Stored data entries
====

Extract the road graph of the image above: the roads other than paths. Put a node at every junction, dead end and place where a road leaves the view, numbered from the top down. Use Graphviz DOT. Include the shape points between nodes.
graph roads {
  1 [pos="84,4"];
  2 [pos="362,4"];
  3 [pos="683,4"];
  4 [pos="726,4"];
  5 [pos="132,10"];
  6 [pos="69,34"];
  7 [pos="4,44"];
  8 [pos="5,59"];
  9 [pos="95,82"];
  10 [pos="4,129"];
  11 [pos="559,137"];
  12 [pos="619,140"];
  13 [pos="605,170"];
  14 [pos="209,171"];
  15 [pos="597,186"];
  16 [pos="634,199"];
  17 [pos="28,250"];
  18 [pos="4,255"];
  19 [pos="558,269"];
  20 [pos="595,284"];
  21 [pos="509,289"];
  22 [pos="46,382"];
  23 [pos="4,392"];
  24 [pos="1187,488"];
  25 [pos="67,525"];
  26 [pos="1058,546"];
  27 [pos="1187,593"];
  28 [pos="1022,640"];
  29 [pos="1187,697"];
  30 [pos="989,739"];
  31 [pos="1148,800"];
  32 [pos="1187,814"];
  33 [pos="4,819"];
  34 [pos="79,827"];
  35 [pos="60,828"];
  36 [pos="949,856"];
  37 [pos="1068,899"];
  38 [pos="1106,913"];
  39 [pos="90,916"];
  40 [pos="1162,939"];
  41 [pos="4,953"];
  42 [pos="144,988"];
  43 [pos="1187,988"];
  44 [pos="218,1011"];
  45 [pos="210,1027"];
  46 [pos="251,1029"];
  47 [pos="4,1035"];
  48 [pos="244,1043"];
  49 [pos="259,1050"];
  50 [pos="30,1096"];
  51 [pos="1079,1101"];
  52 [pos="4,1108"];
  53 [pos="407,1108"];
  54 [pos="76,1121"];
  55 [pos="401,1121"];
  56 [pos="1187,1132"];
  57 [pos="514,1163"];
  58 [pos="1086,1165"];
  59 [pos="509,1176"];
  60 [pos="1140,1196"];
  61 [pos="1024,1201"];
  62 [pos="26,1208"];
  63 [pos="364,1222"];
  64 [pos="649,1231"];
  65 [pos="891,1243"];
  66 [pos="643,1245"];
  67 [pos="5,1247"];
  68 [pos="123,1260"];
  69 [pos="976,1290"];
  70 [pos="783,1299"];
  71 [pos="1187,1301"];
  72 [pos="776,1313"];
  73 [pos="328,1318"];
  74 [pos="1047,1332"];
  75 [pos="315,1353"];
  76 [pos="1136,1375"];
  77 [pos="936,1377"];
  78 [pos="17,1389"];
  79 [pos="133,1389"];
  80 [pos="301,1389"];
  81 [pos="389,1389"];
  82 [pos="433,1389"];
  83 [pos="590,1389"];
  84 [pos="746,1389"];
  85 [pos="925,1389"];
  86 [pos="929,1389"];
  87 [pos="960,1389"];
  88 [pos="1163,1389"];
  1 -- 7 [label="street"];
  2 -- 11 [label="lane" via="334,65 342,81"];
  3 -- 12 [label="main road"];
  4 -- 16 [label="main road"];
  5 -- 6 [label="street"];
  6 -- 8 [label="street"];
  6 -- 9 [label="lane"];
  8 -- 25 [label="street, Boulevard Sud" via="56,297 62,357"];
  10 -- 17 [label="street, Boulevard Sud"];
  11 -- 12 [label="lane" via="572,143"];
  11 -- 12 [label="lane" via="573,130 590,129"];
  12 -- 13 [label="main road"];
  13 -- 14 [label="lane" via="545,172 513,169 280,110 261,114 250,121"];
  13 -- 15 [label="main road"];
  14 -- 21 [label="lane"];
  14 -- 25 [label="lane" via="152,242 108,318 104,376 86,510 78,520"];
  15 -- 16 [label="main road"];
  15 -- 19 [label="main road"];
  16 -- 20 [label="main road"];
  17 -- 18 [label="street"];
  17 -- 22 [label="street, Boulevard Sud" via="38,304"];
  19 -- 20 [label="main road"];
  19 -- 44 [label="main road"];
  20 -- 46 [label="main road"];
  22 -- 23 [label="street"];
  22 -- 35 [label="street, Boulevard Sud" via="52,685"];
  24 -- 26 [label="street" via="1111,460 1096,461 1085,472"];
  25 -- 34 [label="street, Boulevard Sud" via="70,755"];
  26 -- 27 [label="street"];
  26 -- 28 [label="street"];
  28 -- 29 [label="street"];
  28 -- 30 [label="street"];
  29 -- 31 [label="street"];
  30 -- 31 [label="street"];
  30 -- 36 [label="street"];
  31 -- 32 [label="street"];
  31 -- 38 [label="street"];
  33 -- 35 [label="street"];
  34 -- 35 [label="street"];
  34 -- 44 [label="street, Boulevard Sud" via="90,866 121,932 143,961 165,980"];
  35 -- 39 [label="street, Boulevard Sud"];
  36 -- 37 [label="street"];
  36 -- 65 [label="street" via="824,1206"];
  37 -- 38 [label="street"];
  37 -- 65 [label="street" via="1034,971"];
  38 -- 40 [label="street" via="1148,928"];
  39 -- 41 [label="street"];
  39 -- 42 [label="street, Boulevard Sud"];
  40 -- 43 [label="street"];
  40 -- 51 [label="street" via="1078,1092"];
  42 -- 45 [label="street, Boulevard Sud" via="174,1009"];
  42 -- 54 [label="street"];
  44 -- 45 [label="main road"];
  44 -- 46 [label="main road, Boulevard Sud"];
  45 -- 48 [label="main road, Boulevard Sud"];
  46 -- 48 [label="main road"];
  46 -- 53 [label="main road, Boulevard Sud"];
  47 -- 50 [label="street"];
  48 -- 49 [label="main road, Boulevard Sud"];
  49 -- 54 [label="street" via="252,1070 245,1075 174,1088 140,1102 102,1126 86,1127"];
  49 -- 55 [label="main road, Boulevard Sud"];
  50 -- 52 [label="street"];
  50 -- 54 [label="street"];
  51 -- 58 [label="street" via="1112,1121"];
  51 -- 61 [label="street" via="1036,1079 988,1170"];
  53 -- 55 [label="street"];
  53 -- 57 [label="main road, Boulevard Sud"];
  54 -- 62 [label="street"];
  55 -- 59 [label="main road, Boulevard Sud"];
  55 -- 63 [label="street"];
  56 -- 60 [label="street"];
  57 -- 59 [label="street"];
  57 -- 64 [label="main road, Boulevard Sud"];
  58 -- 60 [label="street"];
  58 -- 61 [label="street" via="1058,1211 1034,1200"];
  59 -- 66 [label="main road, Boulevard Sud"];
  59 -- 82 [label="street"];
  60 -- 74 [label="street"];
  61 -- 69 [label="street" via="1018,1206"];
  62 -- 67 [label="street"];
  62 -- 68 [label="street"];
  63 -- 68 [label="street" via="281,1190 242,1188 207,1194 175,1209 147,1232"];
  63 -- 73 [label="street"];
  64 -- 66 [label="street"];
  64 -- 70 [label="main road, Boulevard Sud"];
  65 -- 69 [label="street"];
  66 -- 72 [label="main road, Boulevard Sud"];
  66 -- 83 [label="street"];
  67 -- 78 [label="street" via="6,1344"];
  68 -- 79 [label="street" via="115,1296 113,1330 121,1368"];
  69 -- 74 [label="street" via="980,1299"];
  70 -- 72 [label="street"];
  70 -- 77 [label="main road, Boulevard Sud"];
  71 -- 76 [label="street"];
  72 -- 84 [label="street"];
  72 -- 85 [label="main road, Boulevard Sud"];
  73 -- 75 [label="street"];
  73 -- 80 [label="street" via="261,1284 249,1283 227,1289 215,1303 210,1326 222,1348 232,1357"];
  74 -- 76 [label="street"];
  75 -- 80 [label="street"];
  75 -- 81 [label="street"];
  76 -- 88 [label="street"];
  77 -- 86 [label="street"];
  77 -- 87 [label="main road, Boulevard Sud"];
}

====

Problem | Copy the records above exactly, leaving nothing out.

Solution for this exercise |
Extract the road graph of the image above: the roads other than paths. Put a node at every junction, dead end and place where a road leaves the view, numbered from the top down. Use Graphviz DOT. Include the shape points between nodes.
graph roads {
  1 [pos="84,4"];
  2 [pos="362,4"];
  3 [pos="683,4"];
  4 [pos="726,4"];
  5 [pos="132,10"];
  6 [pos="69,34"];
  7 [pos="4,44"];
  8 [pos="5,59"];
  9 [pos="95,82"];
  10 [pos="4,129"];
  11 [pos="559,137"];
  12 [pos="619,140"];
  13 [pos="605,170"];
  14 [pos="209,171"];
  15 [pos="597,186"];
  16 [pos="634,199"];
  17 [pos="28,250"];
  18 [pos="4,255"];
  19 [pos="558,269"];
  20 [pos="595,284"];
  21 [pos="509,289"];
  22 [pos="46,382"];
  23 [pos="4,392"];
  24 [pos="1187,488"];
  25 [pos="67,525"];
  26 [pos="1058,546"];
  27 [pos="1187,593"];
  28 [pos="1022,640"];
  29 [pos="1187,697"];
  30 [pos="989,739"];
  31 [pos="1148,800"];
  32 [pos="1187,814"];
  33 [pos="4,819"];
  34 [pos="79,827"];
  35 [pos="60,828"];
  36 [pos="949,856"];
  37 [pos="1068,899"];
  38 [pos="1106,913"];
  39 [pos="90,916"];
  40 [pos="1162,939"];
  41 [pos="4,953"];
  42 [pos="144,988"];
  43 [pos="1187,988"];
  44 [pos="218,1011"];
  45 [pos="210,1027"];
  46 [pos="251,1029"];
  47 [pos="4,1035"];
  48 [pos="244,1043"];
  49 [pos="259,1050"];
  50 [pos="30,1096"];
  51 [pos="1079,1101"];
  52 [pos="4,1108"];
  53 [pos="407,1108"];
  54 [pos="76,1121"];
  55 [pos="401,1121"];
  56 [pos="1187,1132"];
  57 [pos="514,1163"];
  58 [pos="1086,1165"];
  59 [pos="509,1176"];
  60 [pos="1140,1196"];
  61 [pos="1024,1201"];
  62 [pos="26,1208"];
  63 [pos="364,1222"];
  64 [pos="649,1231"];
  65 [pos="891,1243"];
  66 [pos="643,1245"];
  67 [pos="5,1247"];
  68 [pos="123,1260"];
  69 [pos="976,1290"];
  70 [pos="783,1299"];
  71 [pos="1187,1301"];
  72 [pos="776,1313"];
  73 [pos="328,1318"];
  74 [pos="1047,1332"];
  75 [pos="315,1353"];
  76 [pos="1136,1375"];
  77 [pos="936,1377"];
  78 [pos="17,1389"];
  79 [pos="133,1389"];
  80 [pos="301,1389"];
  81 [pos="389,1389"];
  82 [pos="433,1389"];
  83 [pos="590,1389"];
  84 [pos="746,1389"];
  85 [pos="925,1389"];
  86 [pos="929,1389"];
  87 [pos="960,1389"];
  88 [pos="1163,1389"];
  1 -- 7 [label="street"];
  2 -- 11 [label="lane" via="334,65 342,81"];
  3 -- 12 [label="main road"];
  4 -- 16 [label="main road"];
  5 -- 6 [label="street"];
  6 -- 8 [label="street"];
  6 -- 9 [label="lane"];
  8 -- 25 [label="street, Boulevard Sud" via="56,297 62,357"];
  10 -- 17 [label="street, Boulevard Sud"];
  11 -- 12 [label="lane" via="572,143"];
  11 -- 12 [label="lane" via="573,130 590,129"];
  12 -- 13 [label="main road"];
  13 -- 14 [label="lane" via="545,172 513,169 280,110 261,114 250,121"];
  13 -- 15 [label="main road"];
  14 -- 21 [label="lane"];
  14 -- 25 [label="lane" via="152,242 108,318 104,376 86,510 78,520"];
  15 -- 16 [label="main road"];
  15 -- 19 [label="main road"];
  16 -- 20 [label="main road"];
  17 -- 18 [label="street"];
  17 -- 22 [label="street, Boulevard Sud" via="38,304"];
  19 -- 20 [label="main road"];
  19 -- 44 [label="main road"];
  20 -- 46 [label="main road"];
  22 -- 23 [label="street"];
  22 -- 35 [label="street, Boulevard Sud" via="52,685"];
  24 -- 26 [label="street" via="1111,460 1096,461 1085,472"];
  25 -- 34 [label="street, Boulevard Sud" via="70,755"];
  26 -- 27 [label="street"];
  26 -- 28 [label="street"];
  28 -- 29 [label="street"];
  28 -- 30 [label="street"];
  29 -- 31 [label="street"];
  30 -- 31 [label="street"];
  30 -- 36 [label="street"];
  31 -- 32 [label="street"];
  31 -- 38 [label="street"];
  33 -- 35 [label="street"];
  34 -- 35 [label="street"];
  34 -- 44 [label="street, Boulevard Sud" via="90,866 121,932 143,961 165,980"];
  35 -- 39 [label="street, Boulevard Sud"];
  36 -- 37 [label="street"];
  36 -- 65 [label="street" via="824,1206"];
  37 -- 38 [label="street"];
  37 -- 65 [label="street" via="1034,971"];
  38 -- 40 [label="street" via="1148,928"];
  39 -- 41 [label="street"];
  39 -- 42 [label="street, Boulevard Sud"];
  40 -- 43 [label="street"];
  40 -- 51 [label="street" via="1078,1092"];
  42 -- 45 [label="street, Boulevard Sud" via="174,1009"];
  42 -- 54 [label="street"];
  44 -- 45 [label="main road"];
  44 -- 46 [label="main road, Boulevard Sud"];
  45 -- 48 [label="main road, Boulevard Sud"];
  46 -- 48 [label="main road"];
  46 -- 53 [label="main road, Boulevard Sud"];
  47 -- 50 [label="street"];
  48 -- 49 [label="main road, Boulevard Sud"];
  49 -- 54 [label="street" via="252,1070 245,1075 174,1088 140,1102 102,1126 86,1127"];
  49 -- 55 [label="main road, Boulevard Sud"];
  50 -- 52 [label="street"];
  50 -- 54 [label="street"];
  51 -- 58 [label="street" via="1112,1121"];
  51 -- 61 [label="street" via="1036,1079 988,1170"];
  53 -- 55 [label="street"];
  53 -- 57 [label="main road, Boulevard Sud"];
  54 -- 62 [label="street"];
  55 -- 59 [label="main road, Boulevard Sud"];
  55 -- 63 [label="street"];
  56 -- 60 [label="street"];
  57 -- 59 [label="street"];
  57 -- 64 [label="main road, Boulevard Sud"];
  58 -- 60 [label="street"];
  58 -- 61 [label="street" via="1058,1211 1034,1200"];
  59 -- 66 [label="main road, Boulevard Sud"];
  59 -- 82 [label="street"];
  60 -- 74 [label="street"];
  61 -- 69 [label="street" via="1018,1206"];
  62 -- 67 [label="street"];
  62 -- 68 [label="street"];
  63 -- 68 [label="street" via="281,1190 242,1188 207,1194 175,1209 147,1232"];
  63 -- 73 [label="street"];
  64 -- 66 [label="street"];
  64 -- 70 [label="main road, Boulevard Sud"];
  65 -- 69 [label="street"];
  66 -- 72 [label="main road, Boulevard Sud"];
  66 -- 83 [label="street"];
  67 -- 78 [label="street" via="6,1344"];
  68 -- 79 [label="street" via="115,1296 113,1330 121,1368"];
  69 -- 74 [label="street" via="980,1299"];
  70 -- 72 [label="street"];
  70 -- 77 [label="main road, Boulevard Sud"];
  71 -- 76 [label="street"];
  72 -- 84 [label="street"];
  72 -- 85 [label="main road, Boulevard Sud"];
  73 -- 75 [label="street"];
  73 -- 80 [label="street" via="261,1284 249,1283 227,1289 215,1303 210,1326 222,1348 232,1357"];
  74 -- 76 [label="street"];
  75 -- 80 [label="street"];
  75 -- 81 [label="street"];
  76 -- 88 [label="street"];
  77 -- 86 [label="street"];
  77 -- 87 [label="main road, Boulevard Sud"];
}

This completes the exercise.